SMARRIMENTO CARTELLA CLINICA: LA POSIZIONE DEL MEDICO SIMMETRICA A QUELLA DEL PAZIENTE

L’ordinanza n. 18567 della Terza Sezione civile della Corte di Cassazione fa il punto sulla distinzione tra compilazione e conservazione della cartella clinica. Il medico non può essere ritenuto responsabile una volta consegnata la cartella alla Direzione. Tuttavia, i medici che hanno compilato la cartella clinica hanno l’onere di richiederne copia alla struttura per acquisirne la disponibilità al fine di articolare le proprie difese e di produrla in giudizio.

All’esito di un procedimento per il decesso di un paziente a causa di un intervento chirurgico al cuore che ha visto coinvolti il chirurgo, l’anestesista e un assistente, la Terza Sezione civile della Corte di Cassazione, nell’ordinanza n. 18567 del 13 luglio 2018, ha affermato alcuni principi di un certo interesse in tema di smarrimento o di omessa conservazione della Cartella Clinica.

Secondo la Suprema Corte (pag. 17 e segg. dell’Ordinanza) l’obbligo di compilazione della cartella clinica, “certamente gravante anche sui medici” è altro rispetto all’obbligo di conservazione della cartella clinica stessa. Infatti, tale obbligo di conservazione “non può ridondare a carico del medico in termini assoluti”.

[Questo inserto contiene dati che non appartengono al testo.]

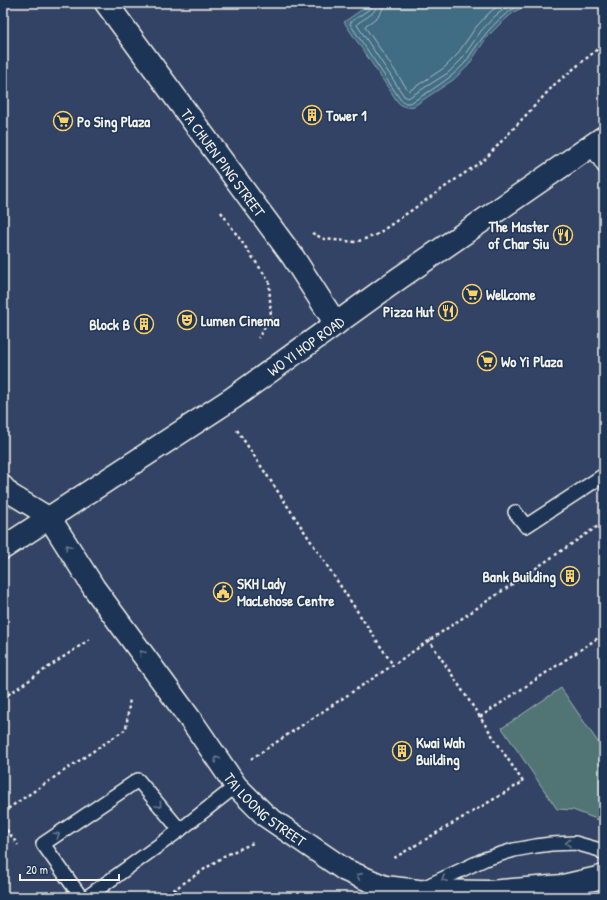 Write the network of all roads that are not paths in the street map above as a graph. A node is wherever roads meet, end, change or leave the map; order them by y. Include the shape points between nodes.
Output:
1 (106, 3) edge
2 (597, 142) edge
3 (604, 167) edge
4 (336, 324) junction
5 (604, 475) edge
6 (3, 485) edge
7 (515, 512) dead end
8 (50, 517) junction
9 (5, 544) edge
10 (236, 786) junction
11 (180, 830) junction
12 (604, 854) edge
13 (604, 876) edge
14 (418, 891) junction
15 (383, 892) edge
16 (81, 897) edge
17 (87, 897) edge

1 - 4 street, TA CHUEN PING STREET via 293,257
2 - 3 lane
2 - 4 street, WO YI HOP ROAD
4 - 8 street, WO YI HOP ROAD via 239,394
5 - 7 lane via 526,526
6 - 8 street via 11,494
8 - 9 street, WO YI HOP ROAD
10 -> 8 street, TAI LOONG STREET via 94,588
10 - 11 lane
15 -> 10 street, TAI LOONG STREET via 345,870 266,816
16 -> 11 lane via 43,844 138,780
11 - 17 lane
12 -> 14 lane via 600,850 575,843 514,850 485,859
13 - 14 street, TAI LOONG STREET via 563,886 489,892
14 - 15 street, TAI LOONG STREET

Per tutta la durata del ricovero” – specifica la Suprema Corte – “responsabile della tenuta e conservazione della cartella clinica è il medico. Questi – però – esaurisce il proprio obbligo […] alla conservazione nel momento in cui consegna la cartella all’archivio centrale, momento a partire dal quale la responsabilità per omessa conservazione della cartella si trasferisce in capo alla Struttura sanitaria”.

Ne consegue” – scrivono i Giudici – “che il principio di vicinanza della prova, fondato sull’obbligo di regolare e completa tenuta della cartella, le cui carenze od omissioni non possono andare a danno del paziente […] non può operare in pregiudizio del medico per la successiva fase di conservazione”.

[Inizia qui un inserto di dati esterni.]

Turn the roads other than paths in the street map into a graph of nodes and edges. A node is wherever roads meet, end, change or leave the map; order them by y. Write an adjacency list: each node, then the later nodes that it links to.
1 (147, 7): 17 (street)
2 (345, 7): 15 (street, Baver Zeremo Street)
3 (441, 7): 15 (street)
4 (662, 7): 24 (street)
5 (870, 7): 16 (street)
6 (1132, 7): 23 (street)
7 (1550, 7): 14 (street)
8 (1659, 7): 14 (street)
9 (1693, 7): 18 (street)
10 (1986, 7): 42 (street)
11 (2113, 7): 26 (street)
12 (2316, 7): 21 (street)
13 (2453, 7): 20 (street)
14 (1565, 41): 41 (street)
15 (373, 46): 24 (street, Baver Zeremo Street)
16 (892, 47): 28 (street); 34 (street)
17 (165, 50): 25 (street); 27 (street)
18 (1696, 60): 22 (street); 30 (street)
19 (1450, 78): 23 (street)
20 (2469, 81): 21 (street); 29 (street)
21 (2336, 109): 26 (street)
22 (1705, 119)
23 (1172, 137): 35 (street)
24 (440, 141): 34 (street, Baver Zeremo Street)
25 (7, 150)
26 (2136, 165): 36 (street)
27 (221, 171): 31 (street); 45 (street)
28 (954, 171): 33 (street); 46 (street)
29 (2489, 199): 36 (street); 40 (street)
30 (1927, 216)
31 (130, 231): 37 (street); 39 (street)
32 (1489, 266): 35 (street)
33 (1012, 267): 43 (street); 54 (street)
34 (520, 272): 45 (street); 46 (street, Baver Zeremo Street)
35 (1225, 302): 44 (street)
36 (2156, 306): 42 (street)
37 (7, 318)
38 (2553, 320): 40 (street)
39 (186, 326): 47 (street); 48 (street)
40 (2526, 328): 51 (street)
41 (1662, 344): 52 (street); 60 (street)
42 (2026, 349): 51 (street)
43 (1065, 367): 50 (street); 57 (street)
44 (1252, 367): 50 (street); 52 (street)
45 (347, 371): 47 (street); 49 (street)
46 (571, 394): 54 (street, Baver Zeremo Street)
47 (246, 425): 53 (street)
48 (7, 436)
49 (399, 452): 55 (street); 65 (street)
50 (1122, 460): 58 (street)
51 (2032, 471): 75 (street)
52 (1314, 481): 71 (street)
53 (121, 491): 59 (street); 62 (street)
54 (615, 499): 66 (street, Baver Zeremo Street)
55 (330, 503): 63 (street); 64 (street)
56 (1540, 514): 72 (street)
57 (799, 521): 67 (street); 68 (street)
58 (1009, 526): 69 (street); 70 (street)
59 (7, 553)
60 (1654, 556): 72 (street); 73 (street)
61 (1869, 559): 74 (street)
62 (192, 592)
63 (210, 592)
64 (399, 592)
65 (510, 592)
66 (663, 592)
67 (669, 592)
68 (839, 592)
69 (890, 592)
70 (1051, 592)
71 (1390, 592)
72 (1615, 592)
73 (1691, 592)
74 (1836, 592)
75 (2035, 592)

Dopo aver correttamente compilato e consegnato la cartella clinica, perciò, il medico non può essere ritenuto responsabile del suo smarrimento; al contrario, potrebbe risultarne pregiudicata l’azione di difesa a causa dell’impossibilità di documentare le attività svolte e regolarmente annotate sulla cartella clinica.

Fatte queste doverose osservazioni, tuttavia, precisa il Supremo Collegio, il medico non è esonerato da qualunque dovere di carattere probatorio.

La Corte, infatti, ha sottolineato come “nelle cause di responsabilità sanitaria, il ruolo dei medici evocati in causa come convenuti insieme alla struttura sanitaria è – non meno che quello dei pazienti, o parenti dei pazienti che abbiano agito in giudizio – un ruolo attivo, nel senso che, ove convenuti, devono attivarsi per articolare nel modo migliore la propria difesa”. Quindi – prosegue l’Ordinanza – “sono gli stessi medici, che abbiano scrupolosamente compilato la cartella clinica, a poterne e doverne richiedere copia alla struttura per acquisirne disponibilità al fine di articolare le proprie difese e di produrla in giudizio. Se non possono ritenersi gravati dagli obblighi di conservazione nei termini sopra indicati, essi non sono esenti dall’ordinario onere probatorio”.

Una chiosa condivisibile, poiché l’esperienza quotidiana delle aule giudiziarie ci restituisce un livello medio di esaustività di difese legali a favore dei professionisti sanitari che non è certo esaltante, dove si corre dietro più alla ricerca dell’esagerazione linguistica, attraverso precisazioni pleonastiche ed espressioni stereotipate, che ad una efficace contestazione e allegazione delle prove per dimostrare la mancanza di responsabilità del medico.

In conclusione, l’ordinanza, pur mitigando il principio della vicinanza della prova – sollevando il medico dalla responsabilità della conservazione – non lo solleva, ovviamente, dall’onere di richiederla. Nel caso di specie, infatti, il decesso risaliva al 2005 e lo smarrimento della cartella, denunciato dalla struttura sanitaria, al 2013. La Corte, perciò, non ha accolto la richiesta da parte dei medici ricorrenti di imputare alla struttura sanitaria le lacune della cartella clinica che sarebbe stato loro dovere richiedere e presentare per tempo.